* _EXERCISE PROMPT_
Every line below that mentions the word "ring" should be copied out.

Human pose images with coordinates:
>>>>>
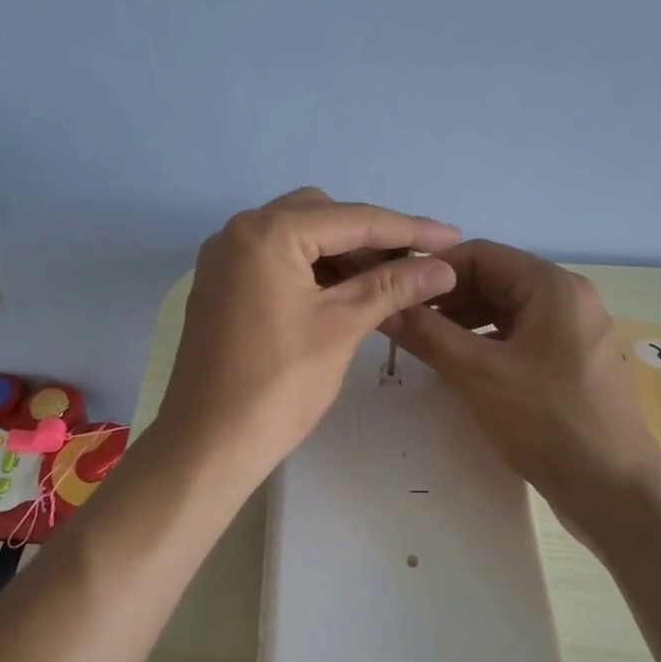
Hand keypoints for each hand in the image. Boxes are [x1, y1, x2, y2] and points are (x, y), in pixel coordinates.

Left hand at [156, 189, 461, 492]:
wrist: (208, 445)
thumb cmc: (278, 385)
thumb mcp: (341, 327)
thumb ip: (392, 286)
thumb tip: (443, 266)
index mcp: (266, 233)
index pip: (351, 219)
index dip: (407, 228)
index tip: (452, 236)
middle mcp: (239, 232)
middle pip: (321, 216)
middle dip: (371, 237)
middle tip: (414, 264)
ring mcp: (225, 259)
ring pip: (298, 237)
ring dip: (342, 253)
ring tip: (388, 281)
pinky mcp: (222, 286)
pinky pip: (277, 260)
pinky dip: (313, 269)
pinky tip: (346, 292)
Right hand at [386, 240, 660, 548]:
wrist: (614, 490)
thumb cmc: (547, 421)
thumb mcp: (478, 374)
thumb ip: (427, 334)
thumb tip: (384, 306)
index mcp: (552, 286)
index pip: (481, 254)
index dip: (434, 270)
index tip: (397, 293)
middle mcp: (568, 297)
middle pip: (495, 279)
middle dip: (448, 297)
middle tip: (406, 322)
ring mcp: (574, 330)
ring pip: (507, 309)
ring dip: (464, 321)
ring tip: (427, 344)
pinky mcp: (572, 361)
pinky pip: (521, 335)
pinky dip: (487, 342)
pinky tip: (462, 365)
<<<<<
* _WRITTEN RESPONSE_
ring mcp: (225, 259)
ring pip: (298, 237)
ring dip: (342, 253)
ring tip: (388, 281)
ring mcp: (574, 330)
ring pip: (507, 309)
ring dip: (464, 321)
ring tip: (427, 344)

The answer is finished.